MAKASSAR, InilahCelebes.com - Ahmad Muliyadi resmi ditetapkan sebagai Formatur Ketua Badan Koordinasi (Badko) Himpunan Mahasiswa Islam (HMI) Sulawesi Selatan dan Barat (Sulselbar) periode 2025-2027. Keputusan tersebut tertuang dalam Pengantar SK Pengurus Besar (PB) HMI pada Sabtu (2/5/2026), menindaklanjuti hasil Musyawarah Daerah (Musda) ke-XV yang berlangsung khidmat di Kota Palopo pada Februari lalu.
Pasca-penetapan tersebut, kader asal HMI Cabang Wajo ini menyampaikan apresiasi dan rasa terima kasih kepada para senior serta seluruh keluarga besar Badko HMI Sulselbar atas amanah yang diberikan.
Ahmad Muliyadi bukanlah wajah baru di lingkungan HMI Sulselbar. Ia merupakan alumni pascasarjana Program Studi Ketahanan Pangan Politeknik Pertanian Negeri Pangkajene Kepulauan. Pengalaman organisasinya terbilang matang, mulai dari menjabat sebagai Ketua Umum HMI Cabang Wajo (2021-2023) hingga terakhir dipercaya sebagai Ketua Bidang Media dan Komunikasi Badko HMI Sulselbar (2023-2025).
Dalam kepemimpinannya, Muliyadi menegaskan komitmen untuk membawa organisasi menuju konsep HMI Civil Society. Visi utamanya adalah membangun jembatan intergenerasi antar-kader guna menjawab tantangan zaman yang kian dinamis.

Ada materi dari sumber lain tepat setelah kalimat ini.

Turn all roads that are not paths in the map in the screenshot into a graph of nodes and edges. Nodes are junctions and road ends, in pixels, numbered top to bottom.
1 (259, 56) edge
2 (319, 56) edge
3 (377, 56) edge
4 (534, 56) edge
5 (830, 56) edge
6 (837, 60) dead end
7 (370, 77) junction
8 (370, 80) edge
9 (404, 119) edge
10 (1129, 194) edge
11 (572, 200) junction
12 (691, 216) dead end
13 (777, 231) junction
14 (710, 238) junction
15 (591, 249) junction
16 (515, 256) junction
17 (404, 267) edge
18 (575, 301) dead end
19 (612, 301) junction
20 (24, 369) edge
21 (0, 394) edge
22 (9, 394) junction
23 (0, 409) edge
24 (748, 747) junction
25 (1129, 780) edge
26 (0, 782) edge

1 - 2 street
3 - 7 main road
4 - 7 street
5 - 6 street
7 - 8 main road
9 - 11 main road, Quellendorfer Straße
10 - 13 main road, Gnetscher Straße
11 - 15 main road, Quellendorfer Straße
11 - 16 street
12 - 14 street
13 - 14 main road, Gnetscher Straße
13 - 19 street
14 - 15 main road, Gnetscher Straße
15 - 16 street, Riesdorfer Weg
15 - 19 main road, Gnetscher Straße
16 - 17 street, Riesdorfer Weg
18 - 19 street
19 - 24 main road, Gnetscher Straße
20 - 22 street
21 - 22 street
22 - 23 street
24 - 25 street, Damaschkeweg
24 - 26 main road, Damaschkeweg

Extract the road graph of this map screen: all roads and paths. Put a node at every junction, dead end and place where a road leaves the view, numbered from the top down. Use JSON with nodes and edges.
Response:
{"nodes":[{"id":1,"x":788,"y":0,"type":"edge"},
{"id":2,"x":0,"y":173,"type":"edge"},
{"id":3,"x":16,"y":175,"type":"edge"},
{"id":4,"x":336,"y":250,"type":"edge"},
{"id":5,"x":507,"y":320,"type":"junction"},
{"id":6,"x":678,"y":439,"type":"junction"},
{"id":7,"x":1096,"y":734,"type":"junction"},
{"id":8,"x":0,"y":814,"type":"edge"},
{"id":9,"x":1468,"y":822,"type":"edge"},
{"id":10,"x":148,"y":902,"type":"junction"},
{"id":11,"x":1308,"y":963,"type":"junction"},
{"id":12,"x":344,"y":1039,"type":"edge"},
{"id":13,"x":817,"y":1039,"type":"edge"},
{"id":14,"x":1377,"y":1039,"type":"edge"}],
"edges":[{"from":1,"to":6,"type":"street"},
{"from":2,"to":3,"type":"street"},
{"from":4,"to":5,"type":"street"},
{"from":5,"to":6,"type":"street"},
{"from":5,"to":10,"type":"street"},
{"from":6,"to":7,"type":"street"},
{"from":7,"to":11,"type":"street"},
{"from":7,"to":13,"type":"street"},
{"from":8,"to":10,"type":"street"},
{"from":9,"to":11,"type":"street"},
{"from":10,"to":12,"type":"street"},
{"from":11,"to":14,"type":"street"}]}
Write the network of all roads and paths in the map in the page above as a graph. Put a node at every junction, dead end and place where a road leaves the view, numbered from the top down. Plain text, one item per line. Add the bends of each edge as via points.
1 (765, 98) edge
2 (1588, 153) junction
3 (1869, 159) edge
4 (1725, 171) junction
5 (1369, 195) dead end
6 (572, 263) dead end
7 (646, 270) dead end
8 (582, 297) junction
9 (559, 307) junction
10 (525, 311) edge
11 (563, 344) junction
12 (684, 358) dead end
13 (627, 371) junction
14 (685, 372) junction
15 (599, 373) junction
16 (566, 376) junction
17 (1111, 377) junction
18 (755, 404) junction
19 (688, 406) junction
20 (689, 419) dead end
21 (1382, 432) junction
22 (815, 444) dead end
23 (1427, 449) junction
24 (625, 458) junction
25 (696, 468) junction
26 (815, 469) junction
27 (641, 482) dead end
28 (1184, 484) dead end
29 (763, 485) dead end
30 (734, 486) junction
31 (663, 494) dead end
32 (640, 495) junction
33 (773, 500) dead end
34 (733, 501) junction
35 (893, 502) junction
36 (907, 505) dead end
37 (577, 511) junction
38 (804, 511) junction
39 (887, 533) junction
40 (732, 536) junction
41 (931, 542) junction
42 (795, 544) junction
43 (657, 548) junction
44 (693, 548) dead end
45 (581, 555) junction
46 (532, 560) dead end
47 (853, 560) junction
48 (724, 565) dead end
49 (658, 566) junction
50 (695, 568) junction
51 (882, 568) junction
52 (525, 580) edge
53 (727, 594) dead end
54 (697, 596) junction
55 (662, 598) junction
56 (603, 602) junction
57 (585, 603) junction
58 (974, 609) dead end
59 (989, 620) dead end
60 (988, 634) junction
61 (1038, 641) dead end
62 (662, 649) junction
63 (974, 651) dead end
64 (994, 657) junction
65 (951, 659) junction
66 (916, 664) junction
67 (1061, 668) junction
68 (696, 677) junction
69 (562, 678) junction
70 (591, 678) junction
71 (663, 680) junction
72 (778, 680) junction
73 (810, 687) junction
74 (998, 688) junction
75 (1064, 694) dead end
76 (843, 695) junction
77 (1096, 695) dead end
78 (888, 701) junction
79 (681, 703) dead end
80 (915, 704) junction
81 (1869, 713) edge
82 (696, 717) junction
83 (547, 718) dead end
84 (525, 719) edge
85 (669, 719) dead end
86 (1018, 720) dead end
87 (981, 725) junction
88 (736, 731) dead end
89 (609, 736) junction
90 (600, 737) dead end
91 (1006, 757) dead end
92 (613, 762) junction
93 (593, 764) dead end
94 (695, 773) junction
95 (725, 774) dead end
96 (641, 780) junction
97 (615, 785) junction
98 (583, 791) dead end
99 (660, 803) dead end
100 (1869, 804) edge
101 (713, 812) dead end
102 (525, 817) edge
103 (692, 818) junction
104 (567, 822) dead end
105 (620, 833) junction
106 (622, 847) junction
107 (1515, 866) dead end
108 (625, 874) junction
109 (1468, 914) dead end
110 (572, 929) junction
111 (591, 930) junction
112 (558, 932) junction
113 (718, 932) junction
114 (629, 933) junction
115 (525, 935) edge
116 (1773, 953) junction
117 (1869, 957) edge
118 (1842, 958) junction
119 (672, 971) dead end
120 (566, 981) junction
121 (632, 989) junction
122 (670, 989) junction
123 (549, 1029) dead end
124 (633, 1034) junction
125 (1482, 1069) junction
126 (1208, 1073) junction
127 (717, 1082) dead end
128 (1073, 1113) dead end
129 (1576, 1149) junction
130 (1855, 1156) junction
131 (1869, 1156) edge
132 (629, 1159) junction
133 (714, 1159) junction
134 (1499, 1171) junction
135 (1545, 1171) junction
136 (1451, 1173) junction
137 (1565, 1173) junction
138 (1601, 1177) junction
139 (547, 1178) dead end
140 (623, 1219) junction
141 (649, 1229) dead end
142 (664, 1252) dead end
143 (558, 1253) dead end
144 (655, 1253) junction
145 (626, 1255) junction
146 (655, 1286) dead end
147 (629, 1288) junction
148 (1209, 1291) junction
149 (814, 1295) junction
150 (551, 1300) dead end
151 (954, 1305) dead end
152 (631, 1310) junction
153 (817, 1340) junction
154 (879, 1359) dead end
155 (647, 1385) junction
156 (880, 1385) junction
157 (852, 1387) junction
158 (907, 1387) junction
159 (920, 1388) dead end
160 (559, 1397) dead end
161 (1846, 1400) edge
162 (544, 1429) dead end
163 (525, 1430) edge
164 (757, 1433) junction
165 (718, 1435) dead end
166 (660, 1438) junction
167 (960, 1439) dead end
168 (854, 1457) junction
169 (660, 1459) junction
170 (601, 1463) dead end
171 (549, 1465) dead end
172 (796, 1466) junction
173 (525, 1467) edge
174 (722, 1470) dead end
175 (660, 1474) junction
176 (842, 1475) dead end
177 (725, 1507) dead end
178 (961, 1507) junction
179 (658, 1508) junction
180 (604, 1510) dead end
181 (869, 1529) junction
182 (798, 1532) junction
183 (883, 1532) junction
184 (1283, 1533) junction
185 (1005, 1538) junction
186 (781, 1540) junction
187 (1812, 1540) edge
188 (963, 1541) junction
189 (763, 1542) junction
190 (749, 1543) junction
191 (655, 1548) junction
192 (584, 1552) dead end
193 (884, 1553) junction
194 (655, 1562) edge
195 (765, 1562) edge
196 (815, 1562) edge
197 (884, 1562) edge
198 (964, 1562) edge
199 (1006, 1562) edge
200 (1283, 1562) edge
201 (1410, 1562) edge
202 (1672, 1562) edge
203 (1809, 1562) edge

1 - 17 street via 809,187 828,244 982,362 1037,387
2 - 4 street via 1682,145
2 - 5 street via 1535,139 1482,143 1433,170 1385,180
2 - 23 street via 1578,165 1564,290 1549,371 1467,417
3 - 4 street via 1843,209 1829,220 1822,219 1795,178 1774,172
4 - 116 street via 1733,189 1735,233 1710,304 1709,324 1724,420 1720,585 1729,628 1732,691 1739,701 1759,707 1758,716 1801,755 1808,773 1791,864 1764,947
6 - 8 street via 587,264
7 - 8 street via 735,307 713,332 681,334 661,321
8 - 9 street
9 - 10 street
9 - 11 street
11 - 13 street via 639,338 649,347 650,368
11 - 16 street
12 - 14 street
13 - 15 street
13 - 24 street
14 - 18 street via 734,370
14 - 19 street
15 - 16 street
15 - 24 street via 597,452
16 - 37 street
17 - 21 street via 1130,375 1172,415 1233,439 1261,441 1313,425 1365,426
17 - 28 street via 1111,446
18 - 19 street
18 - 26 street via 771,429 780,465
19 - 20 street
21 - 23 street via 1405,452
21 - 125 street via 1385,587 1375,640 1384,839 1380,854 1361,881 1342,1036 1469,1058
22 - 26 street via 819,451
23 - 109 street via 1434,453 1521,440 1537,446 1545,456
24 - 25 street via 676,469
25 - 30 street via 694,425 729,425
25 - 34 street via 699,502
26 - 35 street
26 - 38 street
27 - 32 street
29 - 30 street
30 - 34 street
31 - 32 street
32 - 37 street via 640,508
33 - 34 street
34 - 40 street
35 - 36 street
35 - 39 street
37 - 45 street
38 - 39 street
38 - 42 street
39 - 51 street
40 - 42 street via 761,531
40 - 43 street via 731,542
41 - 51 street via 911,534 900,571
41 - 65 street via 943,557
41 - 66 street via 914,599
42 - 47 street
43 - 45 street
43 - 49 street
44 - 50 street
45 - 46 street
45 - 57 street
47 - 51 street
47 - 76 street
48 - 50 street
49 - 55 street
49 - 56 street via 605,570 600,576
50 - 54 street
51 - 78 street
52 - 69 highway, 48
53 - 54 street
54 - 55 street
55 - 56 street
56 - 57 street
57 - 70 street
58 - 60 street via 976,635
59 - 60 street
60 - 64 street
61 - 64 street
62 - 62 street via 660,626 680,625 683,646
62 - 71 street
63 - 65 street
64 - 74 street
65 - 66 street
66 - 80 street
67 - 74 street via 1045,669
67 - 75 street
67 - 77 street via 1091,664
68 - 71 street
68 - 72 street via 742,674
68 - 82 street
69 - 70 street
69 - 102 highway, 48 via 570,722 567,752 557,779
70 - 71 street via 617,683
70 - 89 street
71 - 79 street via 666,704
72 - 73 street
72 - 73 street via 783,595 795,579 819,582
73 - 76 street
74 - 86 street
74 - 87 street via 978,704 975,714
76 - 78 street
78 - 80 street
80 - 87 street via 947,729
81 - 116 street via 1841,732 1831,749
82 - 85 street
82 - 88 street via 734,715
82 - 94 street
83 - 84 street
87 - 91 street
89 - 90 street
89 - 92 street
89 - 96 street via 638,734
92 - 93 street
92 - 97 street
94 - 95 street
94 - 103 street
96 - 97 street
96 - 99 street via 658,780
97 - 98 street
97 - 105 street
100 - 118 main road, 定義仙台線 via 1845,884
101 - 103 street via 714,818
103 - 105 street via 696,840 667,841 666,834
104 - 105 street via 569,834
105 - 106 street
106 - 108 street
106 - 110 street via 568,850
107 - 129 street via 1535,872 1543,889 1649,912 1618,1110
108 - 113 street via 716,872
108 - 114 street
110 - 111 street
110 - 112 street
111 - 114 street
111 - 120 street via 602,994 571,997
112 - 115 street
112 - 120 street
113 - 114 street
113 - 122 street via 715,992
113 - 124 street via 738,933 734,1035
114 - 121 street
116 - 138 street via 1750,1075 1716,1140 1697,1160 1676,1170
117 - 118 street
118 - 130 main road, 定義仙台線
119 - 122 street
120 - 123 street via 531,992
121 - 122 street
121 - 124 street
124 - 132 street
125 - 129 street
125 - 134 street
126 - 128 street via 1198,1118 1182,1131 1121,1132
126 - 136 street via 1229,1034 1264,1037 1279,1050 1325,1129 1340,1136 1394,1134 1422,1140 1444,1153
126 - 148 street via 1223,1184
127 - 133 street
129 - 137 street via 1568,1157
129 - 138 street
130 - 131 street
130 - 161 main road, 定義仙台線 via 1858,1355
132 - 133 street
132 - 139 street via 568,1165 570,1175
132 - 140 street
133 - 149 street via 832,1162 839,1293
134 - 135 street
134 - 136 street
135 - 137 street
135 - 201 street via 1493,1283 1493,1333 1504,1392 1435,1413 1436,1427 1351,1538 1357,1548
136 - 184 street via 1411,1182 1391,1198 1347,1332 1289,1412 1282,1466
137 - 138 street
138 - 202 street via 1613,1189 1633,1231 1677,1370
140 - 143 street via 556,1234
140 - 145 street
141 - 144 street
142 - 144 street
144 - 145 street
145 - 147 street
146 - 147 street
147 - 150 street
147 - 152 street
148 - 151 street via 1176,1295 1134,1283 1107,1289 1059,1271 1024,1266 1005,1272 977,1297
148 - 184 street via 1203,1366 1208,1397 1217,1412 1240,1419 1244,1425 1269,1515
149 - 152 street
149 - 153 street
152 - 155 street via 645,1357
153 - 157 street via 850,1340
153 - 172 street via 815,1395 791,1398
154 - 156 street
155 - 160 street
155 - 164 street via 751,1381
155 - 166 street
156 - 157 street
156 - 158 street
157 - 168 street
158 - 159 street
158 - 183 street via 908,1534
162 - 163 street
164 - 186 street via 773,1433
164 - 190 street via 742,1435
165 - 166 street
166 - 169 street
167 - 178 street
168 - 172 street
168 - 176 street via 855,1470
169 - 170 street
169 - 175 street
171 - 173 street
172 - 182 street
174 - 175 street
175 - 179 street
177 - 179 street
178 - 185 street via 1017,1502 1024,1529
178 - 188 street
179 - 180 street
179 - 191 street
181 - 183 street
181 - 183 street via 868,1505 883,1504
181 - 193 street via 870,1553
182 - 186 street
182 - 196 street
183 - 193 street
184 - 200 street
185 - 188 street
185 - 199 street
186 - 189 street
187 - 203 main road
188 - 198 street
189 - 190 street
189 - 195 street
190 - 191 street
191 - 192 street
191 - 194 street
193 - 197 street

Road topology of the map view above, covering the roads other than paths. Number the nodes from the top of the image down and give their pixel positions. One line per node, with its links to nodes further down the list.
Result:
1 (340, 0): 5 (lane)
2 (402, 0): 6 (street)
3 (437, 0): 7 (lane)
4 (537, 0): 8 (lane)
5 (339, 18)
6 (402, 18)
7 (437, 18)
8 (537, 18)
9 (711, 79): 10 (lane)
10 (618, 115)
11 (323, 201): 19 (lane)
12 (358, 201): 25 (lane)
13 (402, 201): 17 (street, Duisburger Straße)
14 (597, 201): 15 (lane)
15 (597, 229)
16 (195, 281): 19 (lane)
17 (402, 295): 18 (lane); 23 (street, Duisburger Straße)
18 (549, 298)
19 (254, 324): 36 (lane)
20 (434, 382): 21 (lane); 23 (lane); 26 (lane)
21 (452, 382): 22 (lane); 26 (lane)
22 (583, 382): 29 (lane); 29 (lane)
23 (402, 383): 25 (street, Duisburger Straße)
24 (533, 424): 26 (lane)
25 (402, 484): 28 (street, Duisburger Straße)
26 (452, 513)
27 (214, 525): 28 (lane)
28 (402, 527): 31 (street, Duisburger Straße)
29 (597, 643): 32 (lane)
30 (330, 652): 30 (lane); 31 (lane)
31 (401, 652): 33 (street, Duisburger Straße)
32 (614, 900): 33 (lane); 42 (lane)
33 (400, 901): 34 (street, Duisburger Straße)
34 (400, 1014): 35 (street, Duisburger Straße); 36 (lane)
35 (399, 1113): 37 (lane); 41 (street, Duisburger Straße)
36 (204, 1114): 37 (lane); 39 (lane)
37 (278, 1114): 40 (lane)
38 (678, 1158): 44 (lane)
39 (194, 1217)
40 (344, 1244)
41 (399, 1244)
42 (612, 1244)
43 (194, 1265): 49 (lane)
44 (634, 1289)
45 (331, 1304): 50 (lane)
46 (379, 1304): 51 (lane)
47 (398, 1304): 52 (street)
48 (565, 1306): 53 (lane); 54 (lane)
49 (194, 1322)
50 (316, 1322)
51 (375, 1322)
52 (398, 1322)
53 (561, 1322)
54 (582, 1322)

"Amanah ini adalah komitmen bersama. Visi saya berfokus pada penguatan intergenerasi di tingkat cabang menuju HMI Civil Society. Tentu hal ini membutuhkan sinergi dan koordinasi yang kuat dari seluruh cabang di wilayah Sulselbar," ujar Muliyadi.
Ia juga menyoroti fenomena degradasi kader yang mulai dirasakan di tingkat cabang. Sebagai solusi, Muliyadi menekankan pentingnya penguatan akar perkaderan melalui koordinasi intensif, baik secara internal maupun eksternal.
"Badko HMI Sulselbar harus menjadi jembatan yang menghubungkan pengalaman masa lalu dengan tuntutan masa depan. Intergenerasi adalah kunci agar perkaderan tetap relevan dan tidak tercabut dari akar perjuangan," tegasnya.
Menutup pernyataannya, Muliyadi berharap Badko HMI Sulselbar mampu menjadi episentrum yang mencetak kader unggul secara intelektual namun tetap membumi dalam pengabdian.
"Visi intergenerasi ini harus seirama dengan napas perjuangan PB HMI. HMI Sulselbar berperan memahat kader yang tidak hanya tajam secara intelektual, tetapi juga kokoh secara moral. Kita membutuhkan kader yang kehadirannya dirasakan sebagai pengabdian tulus demi kemaslahatan masyarakat luas," pungkas Muliyadi.